TRY IT: Would you please output the data exactly, omitting no line?

Dataset entries:
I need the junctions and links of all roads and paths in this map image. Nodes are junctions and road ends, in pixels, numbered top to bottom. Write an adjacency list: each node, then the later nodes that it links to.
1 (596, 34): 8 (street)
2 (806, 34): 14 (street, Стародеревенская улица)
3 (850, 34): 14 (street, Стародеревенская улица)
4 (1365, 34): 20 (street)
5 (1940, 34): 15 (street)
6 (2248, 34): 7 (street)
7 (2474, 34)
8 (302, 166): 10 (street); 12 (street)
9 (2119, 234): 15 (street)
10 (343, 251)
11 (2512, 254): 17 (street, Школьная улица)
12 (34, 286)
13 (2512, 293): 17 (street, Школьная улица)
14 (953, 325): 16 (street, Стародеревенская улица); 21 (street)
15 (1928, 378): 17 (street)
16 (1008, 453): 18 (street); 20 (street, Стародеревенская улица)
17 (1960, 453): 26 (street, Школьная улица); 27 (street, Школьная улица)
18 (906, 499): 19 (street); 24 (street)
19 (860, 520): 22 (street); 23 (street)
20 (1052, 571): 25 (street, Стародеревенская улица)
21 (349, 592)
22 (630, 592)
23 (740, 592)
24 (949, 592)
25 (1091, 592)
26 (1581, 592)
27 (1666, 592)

EXERCISE SOLUTION:
I need the junctions and links of all roads and paths in this map image. Nodes are junctions and road ends, in pixels, numbered top to bottom. Write an adjacency list: each node, then the later nodes that it links to.
1 (596, 34): 8 (street)
2 (806, 34): 14 (street, Стародеревенская улица)
3 (850, 34): 14 (street, Стародеревенская улица)
4 (1365, 34): 20 (street)
5 (1940, 34): 15 (street)
6 (2248, 34): 7 (street)
7 (2474, 34)
8 (302, 166): 10 (street); 12 (street)
9 (2119, 234): 15 (street)
10 (343, 251)
11 (2512, 254): 17 (street, Школьная улица)
12 (34, 286)
13 (2512, 293): 17 (street, Школьная улица)
14 (953, 325): 16 (street, Стародеревенская улица); 21 (street)
15 (1928, 378): 17 (street)
16 (1008, 453): 18 (street); 20 (street, Стародеревенская улица)
17 (1960, 453): 26 (street, Школьная улица); 27 (street, Школьная улица)
18 (906, 499): 19 (street); 24 (street)
19 (860, 520): 22 (street); 23 (street)
20 (1052, 571): 25 (street, Стародеревенская улица)
21 (349, 592)
22 (630, 592)
23 (740, 592)
24 (949, 592)
25 (1091, 592)
26 (1581, 592)
27 (1666, 592)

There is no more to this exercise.